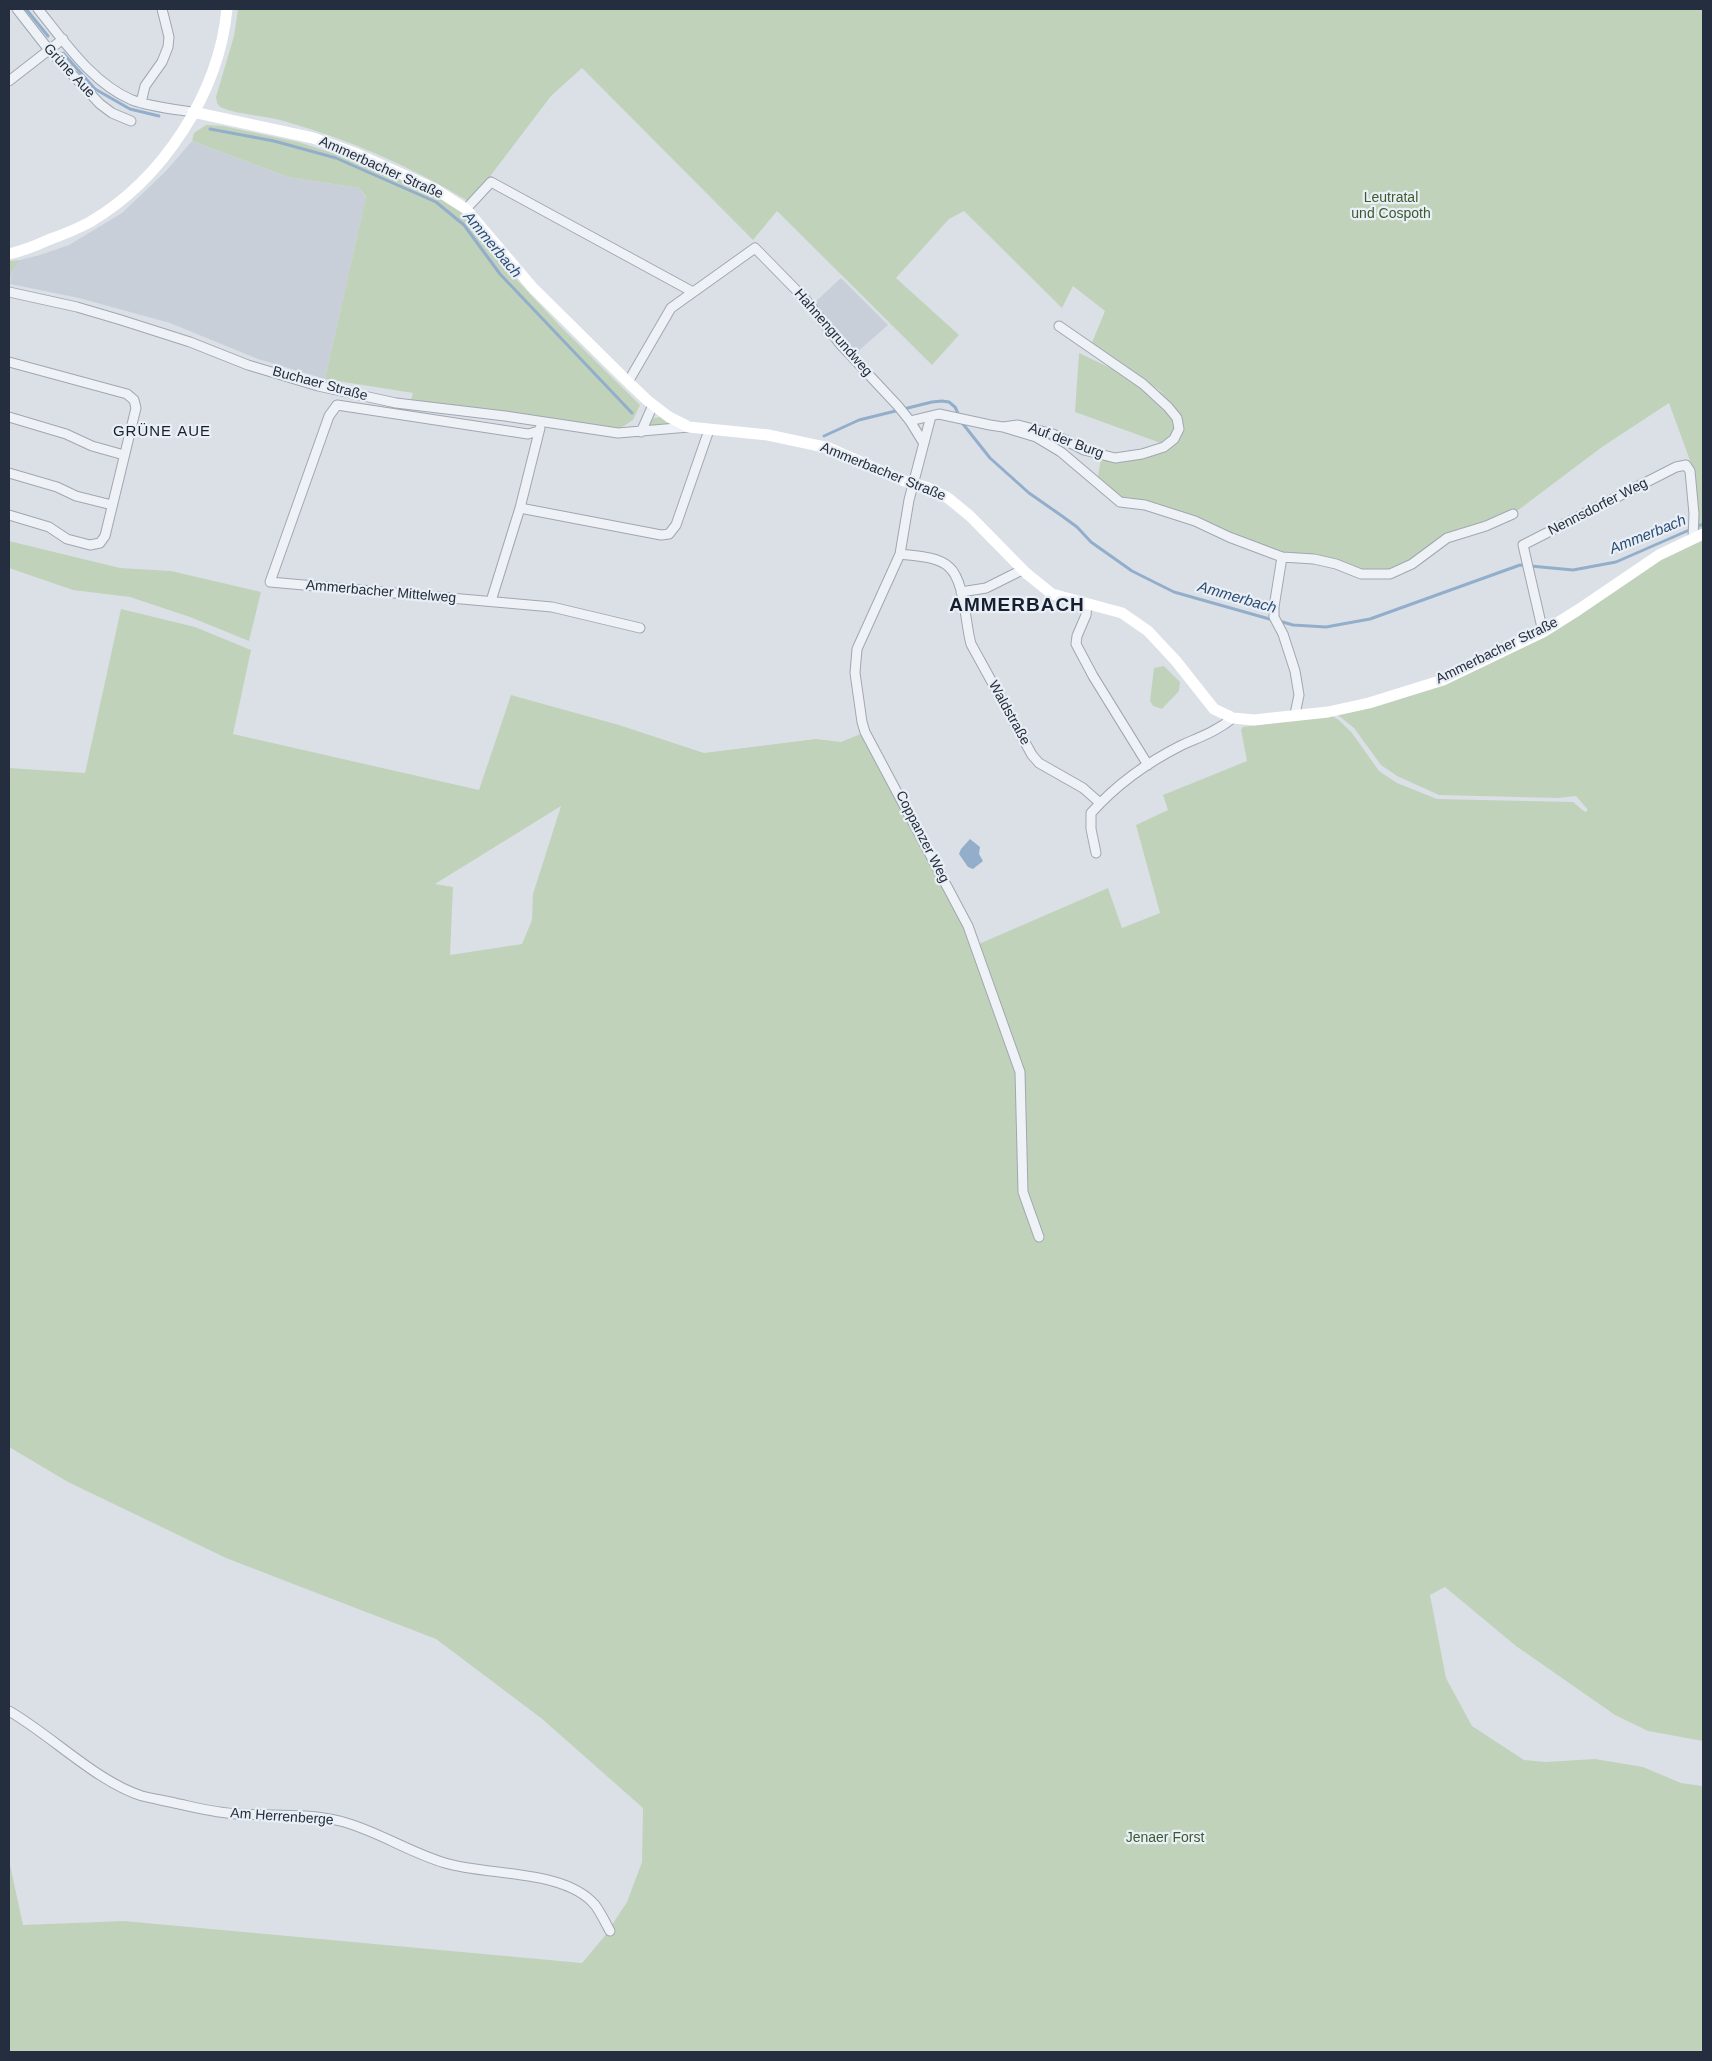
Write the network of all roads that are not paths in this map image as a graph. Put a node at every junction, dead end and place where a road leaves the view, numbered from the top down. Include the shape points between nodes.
1 (17, 9) edge
2 (38, 9) edge
3 (162, 9) edge
4 (227, 9) edge
5 (63, 39) junction
6 (49, 50) junction
7 (9, 81) edge
8 (141, 102) junction
9 (193, 112) junction
10 (131, 121) dead end
11 (466, 209) junction
12 (9, 254) edge
13 (9, 292) edge
14 (693, 292) junction
15 (1059, 326) dead end
16 (9, 362) edge
17 (628, 382) junction
18 (653, 405) junction
19 (931, 416) junction
20 (9, 417) edge
21 (908, 418) junction
22 (542, 422) junction
23 (1003, 426) junction
24 (689, 427) junction
25 (709, 430) junction
26 (539, 431) junction
27 (641, 432) junction
28 (922, 442) junction
29 (124, 455) junction
30 (9, 473) edge
31 (914, 484) junction
32 (112, 505) junction
33 (520, 508) junction
34 (1513, 514) dead end
35 (9, 515) edge
36 (1698, 536) edge
37 (900, 554) junction
38 (1282, 556) junction
39 (1022, 570) junction
40 (270, 582) joint
41 (961, 592) junction
42 (492, 601) junction
43 (1087, 604) junction
44 (640, 628) dead end
45 (1543, 632) junction
46 (1295, 714) junction
47 (1233, 718) junction
48 (1148, 765) junction
49 (1100, 803) junction
50 (1096, 853) dead end
51 (1039, 1237) dead end
52 (9, 1711) edge
53 (610, 1931) dead end

1 - 6 street, Grüne Aue
2 - 5 street, Ammerbacher Straße
3 - 8 street via 169,37 168,47 145,86
4 - 9 main road via 216,61
5 - 6 street
5 - 8 street, Ammerbacher Straße via 110,87
6 - 7 street
6 - 10 street, Grüne Aue via 104,108
8 - 9 street, Ammerbacher Straße
9 - 11 main road, Ammerbacher Straße via 313,138 422,183
9 - 12 main road via 156,165 108,210 64,234
11 - 14 street via 491,182
11 - 17 main road, Ammerbacher Straße via 533,288
13 - 22 street, Buchaer Straße via 121,320 318,386 396,403
14 - 17 street via 671,308
14 - 21 street, Hahnengrundweg via 755,248 805,299 841,345
15 - 23 street, Auf der Burg via 1144,384 1168,407 1177,418 1178,429 1174,439 1164,447 1115,458 1084,450 1036,428
16 - 29 street via 130,396 136,408
17 - 18 main road, Ammerbacher Straße
18 - 24 main road, Ammerbacher Straße
18 - 27 street
19 - 21 street
19 - 23 street, Auf der Burg via 939,414
19 - 28 street
20 - 29 street
21 - 28 street, Hahnengrundweg
22 - 26 street
22 - 27 street, Buchaer Straße via 618,433
23 - 38 street via 1036,436 1061,452 1120,502 1145,505 1195,521
24 - 25 main road, Ammerbacher Straße
24 - 27 street, Buchaer Straße
25 - 31 main road, Ammerbacher Straße via 768,435 820,445
25 - 33 street via 670,534 661,535
26 - 33 street
26 - 40 street, Buchaer Straße via 528,434 337,405 329,416
28 - 31 street, Coppanzer Weg
29 - 32 street
30 - 32 street
31 - 37 street, Coppanzer Weg
31 - 39 main road, Ammerbacher Straße via 956,504
32 - 35 street via 104,538 92,546 64,538 49,527
33 - 42 street
34 - 38 street via 1448,538 1412,564 1390,574 1361,574 1336,564
36 - 45 main road, Ammerbacher Straße via 1659,555
36 - 45 street, Nennsdorfer Weg via 1694,532 1690,471 1686,465 1625,492 1523,545
37 - 41 street, Waldstraße via 933,559 948,566
37 - 51 street, Coppanzer Weg via 857,649 855,673 862,722 968,926 1020,1072 1023,1192
38 - 46 street via 1274,617 1295,671 1298,695
39 - 41 street via 986,588
39 - 43 main road, Ammerbacher Straße via 1052,594
40 - 42 street, Ammerbacher Mittelweg
41 - 49 street, Waldstraße via 971,644 1032,755
42 - 44 street, Ammerbacher Mittelweg via 552,607
43 - 47 main road, Ammerbacher Straße via 1122,613 1148,630 1214,709
43 - 48 street via 1076,644 1092,676
45 - 46 main road, Ammerbacher Straße via 1443,680 1369,703 1328,712
46 - 47 main road, Ammerbacher Straße via 1254,720
47 - 48 street via 1220,729
48 - 49 street
49 - 50 street via 1091,813
52 - 53 street, Am Herrenberge via 101,1775 141,1796 235,1814 339,1821 445,1863 556,1883 574,1889 595,1905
_ _ _ _ _
● INSTRUCTIONS TO FOLLOW:
Wherever a line of the records above contains the string "Mittelweg", copy that line out.

● PROBLEM SOLUTION:
40 - 42 street, Ammerbacher Mittelweg
42 - 44 street, Ammerbacher Mittelweg via 552,607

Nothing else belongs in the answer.